[Start of Attachment]
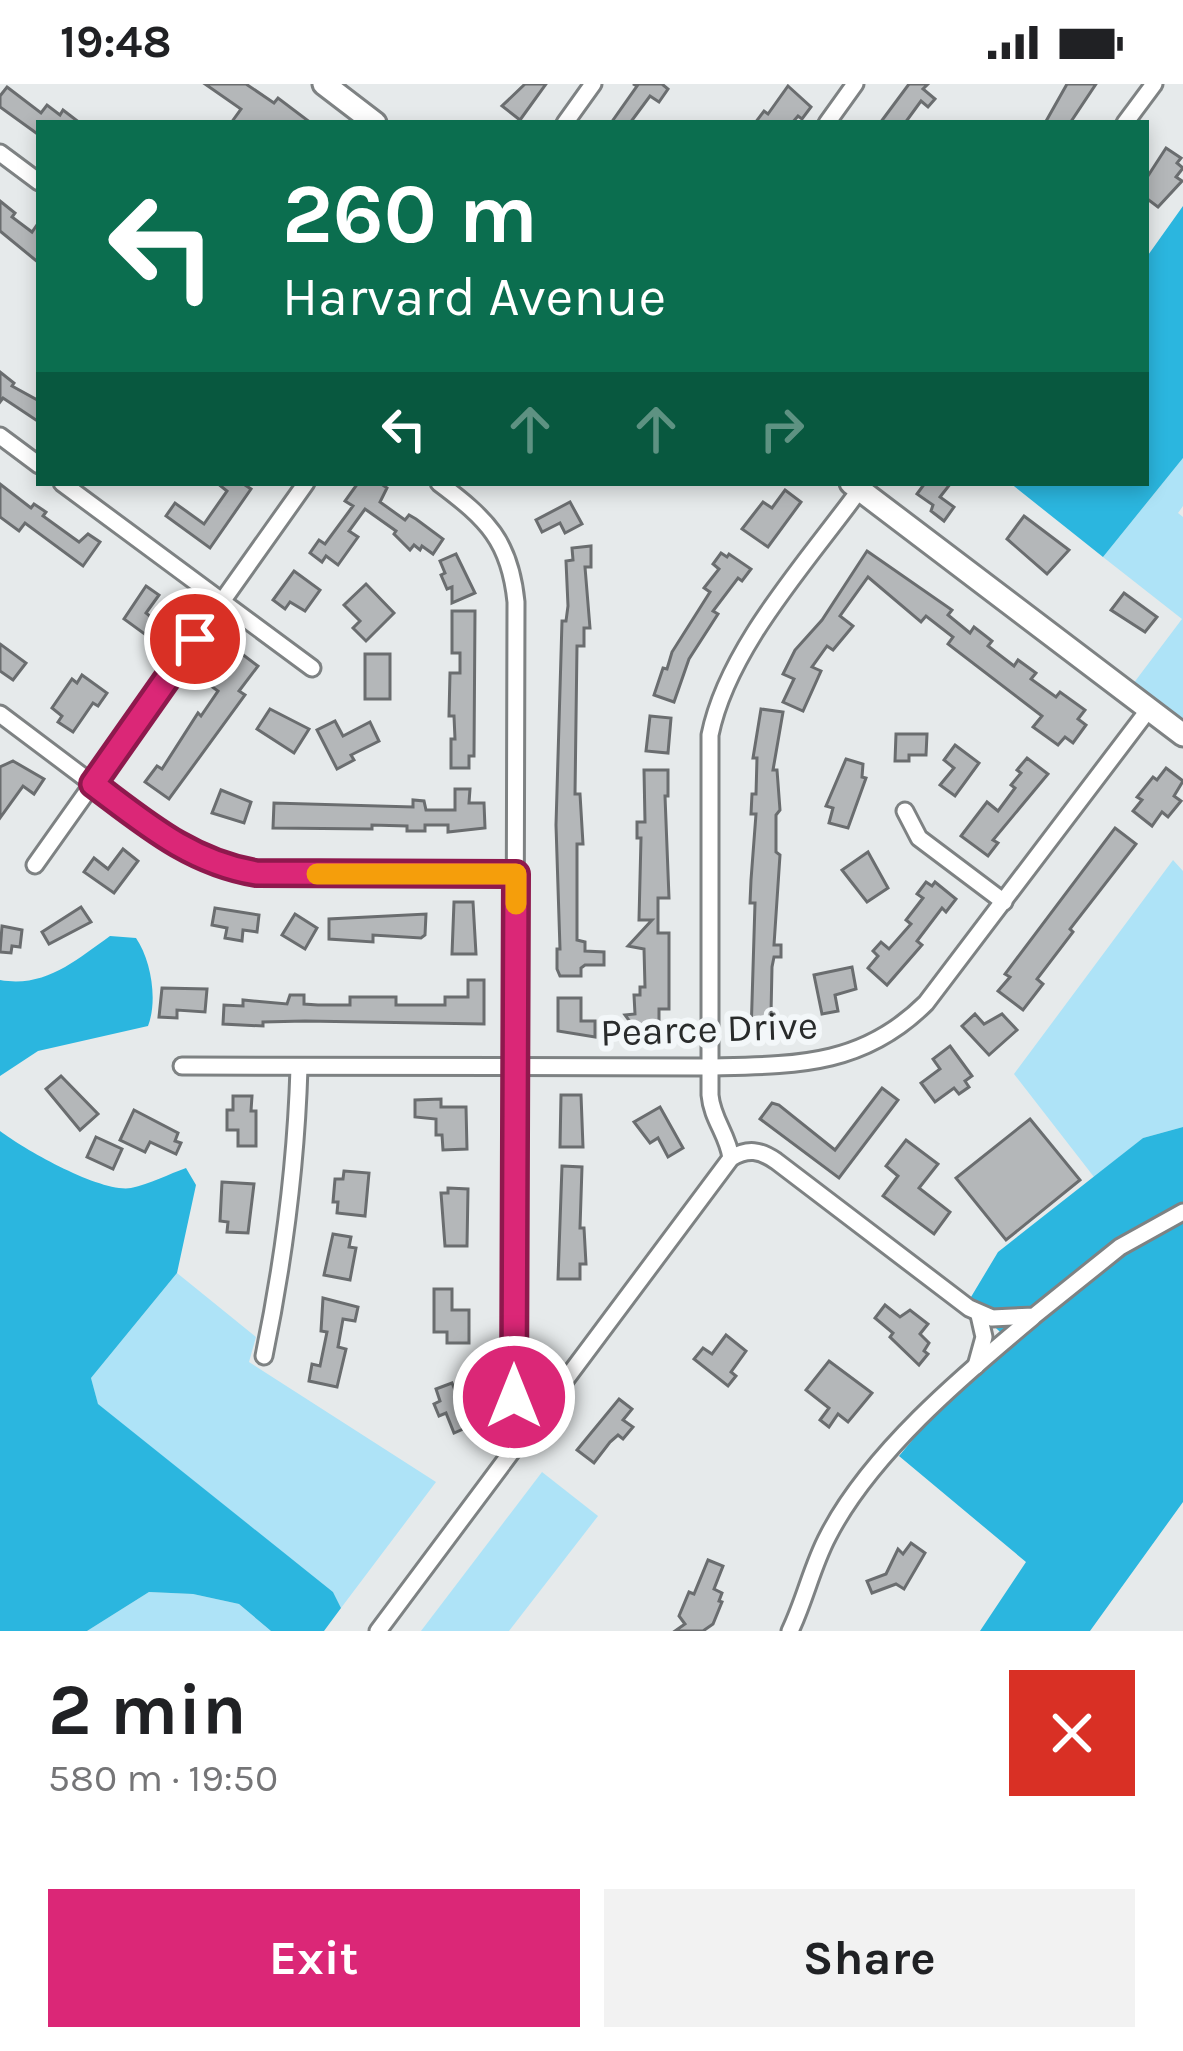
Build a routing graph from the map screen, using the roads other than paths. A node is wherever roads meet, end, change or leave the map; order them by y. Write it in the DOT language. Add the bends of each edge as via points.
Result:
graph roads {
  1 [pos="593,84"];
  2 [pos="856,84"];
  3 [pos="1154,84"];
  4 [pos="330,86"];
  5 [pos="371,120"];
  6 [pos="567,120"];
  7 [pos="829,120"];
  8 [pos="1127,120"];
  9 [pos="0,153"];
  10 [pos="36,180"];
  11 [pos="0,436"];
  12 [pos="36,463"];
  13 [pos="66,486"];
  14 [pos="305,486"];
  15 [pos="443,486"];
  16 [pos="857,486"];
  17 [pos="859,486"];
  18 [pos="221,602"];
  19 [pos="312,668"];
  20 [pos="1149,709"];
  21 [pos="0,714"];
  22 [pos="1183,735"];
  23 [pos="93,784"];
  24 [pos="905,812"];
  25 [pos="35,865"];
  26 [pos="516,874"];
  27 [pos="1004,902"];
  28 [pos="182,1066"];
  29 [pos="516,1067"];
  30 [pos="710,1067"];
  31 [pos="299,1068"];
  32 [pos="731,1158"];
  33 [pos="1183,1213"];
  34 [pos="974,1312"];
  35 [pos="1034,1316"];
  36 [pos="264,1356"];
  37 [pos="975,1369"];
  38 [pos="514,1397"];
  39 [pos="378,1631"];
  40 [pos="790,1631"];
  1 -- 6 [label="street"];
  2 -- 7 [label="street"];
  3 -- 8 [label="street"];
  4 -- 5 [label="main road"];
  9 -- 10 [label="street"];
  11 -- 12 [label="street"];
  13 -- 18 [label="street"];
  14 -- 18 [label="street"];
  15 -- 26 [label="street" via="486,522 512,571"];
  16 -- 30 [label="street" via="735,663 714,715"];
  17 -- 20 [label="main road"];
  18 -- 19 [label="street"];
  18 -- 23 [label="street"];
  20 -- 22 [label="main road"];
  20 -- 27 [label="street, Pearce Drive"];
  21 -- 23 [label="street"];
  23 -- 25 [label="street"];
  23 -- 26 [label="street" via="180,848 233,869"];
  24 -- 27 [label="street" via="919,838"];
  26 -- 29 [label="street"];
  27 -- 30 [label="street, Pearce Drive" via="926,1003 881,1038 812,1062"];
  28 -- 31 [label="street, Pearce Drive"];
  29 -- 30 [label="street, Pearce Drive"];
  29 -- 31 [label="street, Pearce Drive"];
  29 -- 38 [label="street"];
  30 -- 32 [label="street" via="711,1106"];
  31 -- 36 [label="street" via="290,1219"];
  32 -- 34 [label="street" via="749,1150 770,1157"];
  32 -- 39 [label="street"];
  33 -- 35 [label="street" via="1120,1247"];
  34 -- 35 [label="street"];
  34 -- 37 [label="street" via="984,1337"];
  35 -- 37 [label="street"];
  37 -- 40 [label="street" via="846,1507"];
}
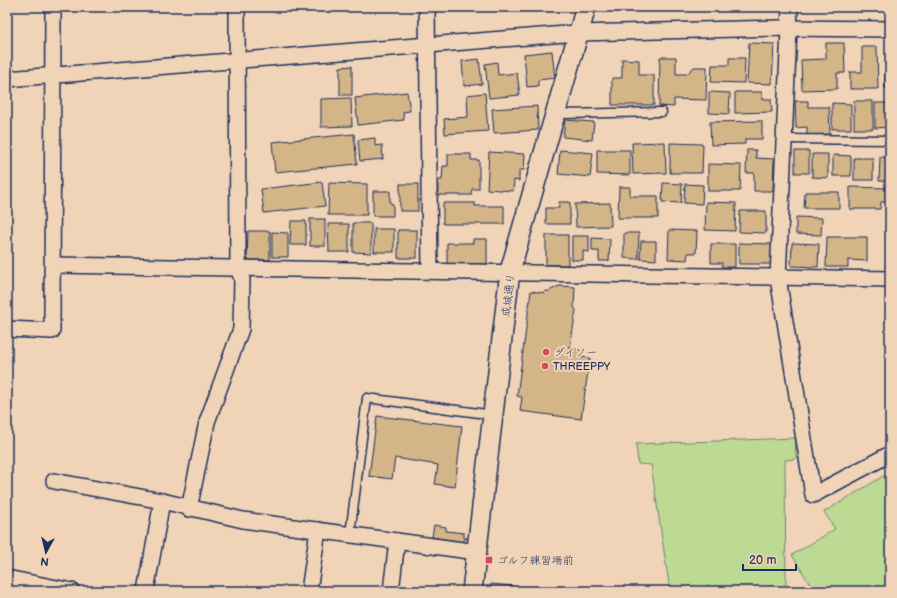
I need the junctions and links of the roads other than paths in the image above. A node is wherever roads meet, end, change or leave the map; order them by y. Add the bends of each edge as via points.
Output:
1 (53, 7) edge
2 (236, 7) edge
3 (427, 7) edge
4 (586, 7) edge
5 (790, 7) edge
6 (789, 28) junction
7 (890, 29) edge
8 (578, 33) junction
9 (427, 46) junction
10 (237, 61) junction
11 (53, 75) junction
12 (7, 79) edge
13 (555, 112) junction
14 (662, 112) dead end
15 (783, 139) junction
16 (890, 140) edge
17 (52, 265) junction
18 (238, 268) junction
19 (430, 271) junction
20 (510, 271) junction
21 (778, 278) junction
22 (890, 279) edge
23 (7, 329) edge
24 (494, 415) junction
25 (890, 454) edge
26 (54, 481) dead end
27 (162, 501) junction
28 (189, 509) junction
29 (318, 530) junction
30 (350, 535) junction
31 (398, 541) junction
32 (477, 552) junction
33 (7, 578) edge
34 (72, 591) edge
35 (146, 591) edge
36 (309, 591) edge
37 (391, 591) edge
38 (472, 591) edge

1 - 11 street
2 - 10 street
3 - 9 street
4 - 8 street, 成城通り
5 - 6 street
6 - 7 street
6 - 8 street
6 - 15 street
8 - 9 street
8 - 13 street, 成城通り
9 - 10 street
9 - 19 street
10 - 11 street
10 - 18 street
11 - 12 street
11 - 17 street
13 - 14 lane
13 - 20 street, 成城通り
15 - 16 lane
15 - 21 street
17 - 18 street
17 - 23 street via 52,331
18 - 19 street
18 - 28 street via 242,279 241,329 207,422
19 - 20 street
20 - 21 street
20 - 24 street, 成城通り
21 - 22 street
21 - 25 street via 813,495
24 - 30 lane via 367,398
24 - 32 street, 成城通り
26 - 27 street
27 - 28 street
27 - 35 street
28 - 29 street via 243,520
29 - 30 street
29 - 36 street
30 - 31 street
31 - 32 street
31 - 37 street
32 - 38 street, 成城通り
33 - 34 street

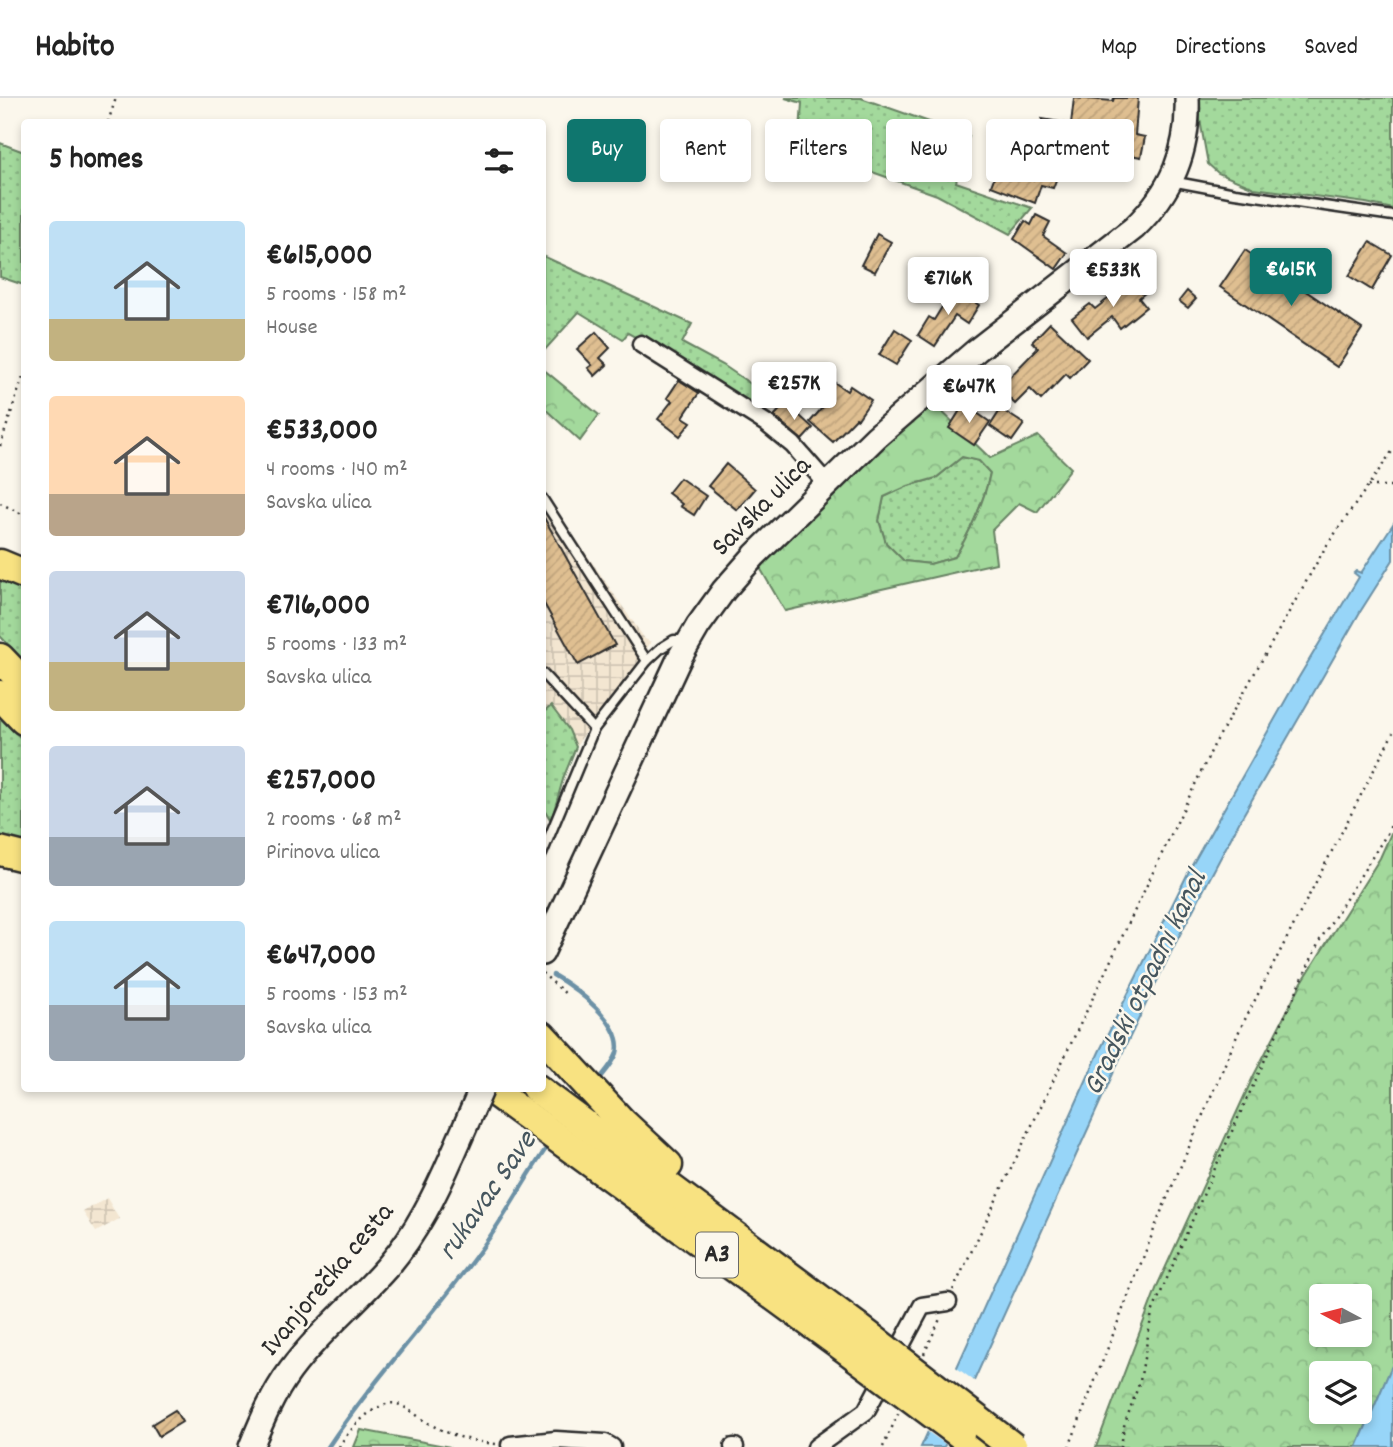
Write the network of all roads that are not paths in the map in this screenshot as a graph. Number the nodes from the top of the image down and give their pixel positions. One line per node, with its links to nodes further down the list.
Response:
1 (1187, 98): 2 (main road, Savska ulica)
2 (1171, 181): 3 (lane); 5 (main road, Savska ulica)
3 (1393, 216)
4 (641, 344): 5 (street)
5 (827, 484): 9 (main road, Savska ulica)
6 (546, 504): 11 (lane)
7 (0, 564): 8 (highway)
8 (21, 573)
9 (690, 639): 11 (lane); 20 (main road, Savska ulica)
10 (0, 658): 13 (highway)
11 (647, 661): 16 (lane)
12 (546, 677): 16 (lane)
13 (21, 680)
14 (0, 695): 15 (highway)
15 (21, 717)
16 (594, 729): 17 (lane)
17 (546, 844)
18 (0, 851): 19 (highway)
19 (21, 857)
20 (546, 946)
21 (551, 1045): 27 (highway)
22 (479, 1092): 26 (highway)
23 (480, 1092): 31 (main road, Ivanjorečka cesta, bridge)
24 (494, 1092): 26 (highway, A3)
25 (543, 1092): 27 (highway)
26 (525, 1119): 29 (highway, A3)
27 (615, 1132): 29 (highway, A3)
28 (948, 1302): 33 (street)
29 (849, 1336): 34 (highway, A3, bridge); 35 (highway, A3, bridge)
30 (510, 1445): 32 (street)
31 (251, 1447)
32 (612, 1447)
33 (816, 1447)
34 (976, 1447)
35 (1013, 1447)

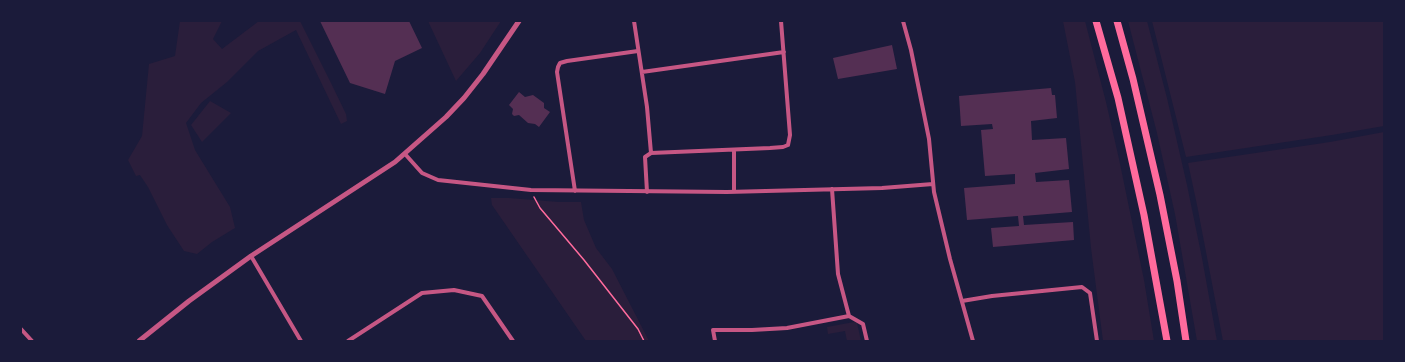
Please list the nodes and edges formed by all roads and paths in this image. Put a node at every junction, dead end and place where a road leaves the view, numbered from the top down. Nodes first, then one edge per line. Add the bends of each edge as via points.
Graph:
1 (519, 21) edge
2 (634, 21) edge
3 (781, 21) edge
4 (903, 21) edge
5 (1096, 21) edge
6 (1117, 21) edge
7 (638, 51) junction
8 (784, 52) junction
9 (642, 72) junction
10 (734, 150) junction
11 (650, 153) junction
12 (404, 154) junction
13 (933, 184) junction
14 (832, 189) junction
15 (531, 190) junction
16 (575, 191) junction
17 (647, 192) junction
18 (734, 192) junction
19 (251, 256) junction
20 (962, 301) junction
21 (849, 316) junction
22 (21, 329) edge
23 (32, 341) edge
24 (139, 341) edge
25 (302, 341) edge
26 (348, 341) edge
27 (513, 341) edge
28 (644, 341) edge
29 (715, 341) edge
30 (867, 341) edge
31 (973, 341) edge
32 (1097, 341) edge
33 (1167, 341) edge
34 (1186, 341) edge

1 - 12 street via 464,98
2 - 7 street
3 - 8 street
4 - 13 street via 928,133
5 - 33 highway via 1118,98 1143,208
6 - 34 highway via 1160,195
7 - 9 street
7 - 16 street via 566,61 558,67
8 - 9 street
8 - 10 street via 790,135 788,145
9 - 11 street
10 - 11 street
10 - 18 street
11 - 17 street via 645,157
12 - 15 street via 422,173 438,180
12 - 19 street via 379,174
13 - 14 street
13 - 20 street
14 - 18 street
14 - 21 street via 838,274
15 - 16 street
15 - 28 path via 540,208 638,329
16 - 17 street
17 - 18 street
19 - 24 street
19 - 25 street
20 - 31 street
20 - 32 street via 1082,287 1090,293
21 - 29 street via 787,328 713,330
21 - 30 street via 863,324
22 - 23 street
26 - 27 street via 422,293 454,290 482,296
[End of Attachment]
Work instruction
The expected answer is a copy of each line in the listing above that contains "ulica".

Response below
1 (1187, 98): 2 (main road, Savska ulica)
2 (1171, 181): 3 (lane); 5 (main road, Savska ulica)
5 (827, 484): 9 (main road, Savska ulica)
9 (690, 639): 11 (lane); 20 (main road, Savska ulica)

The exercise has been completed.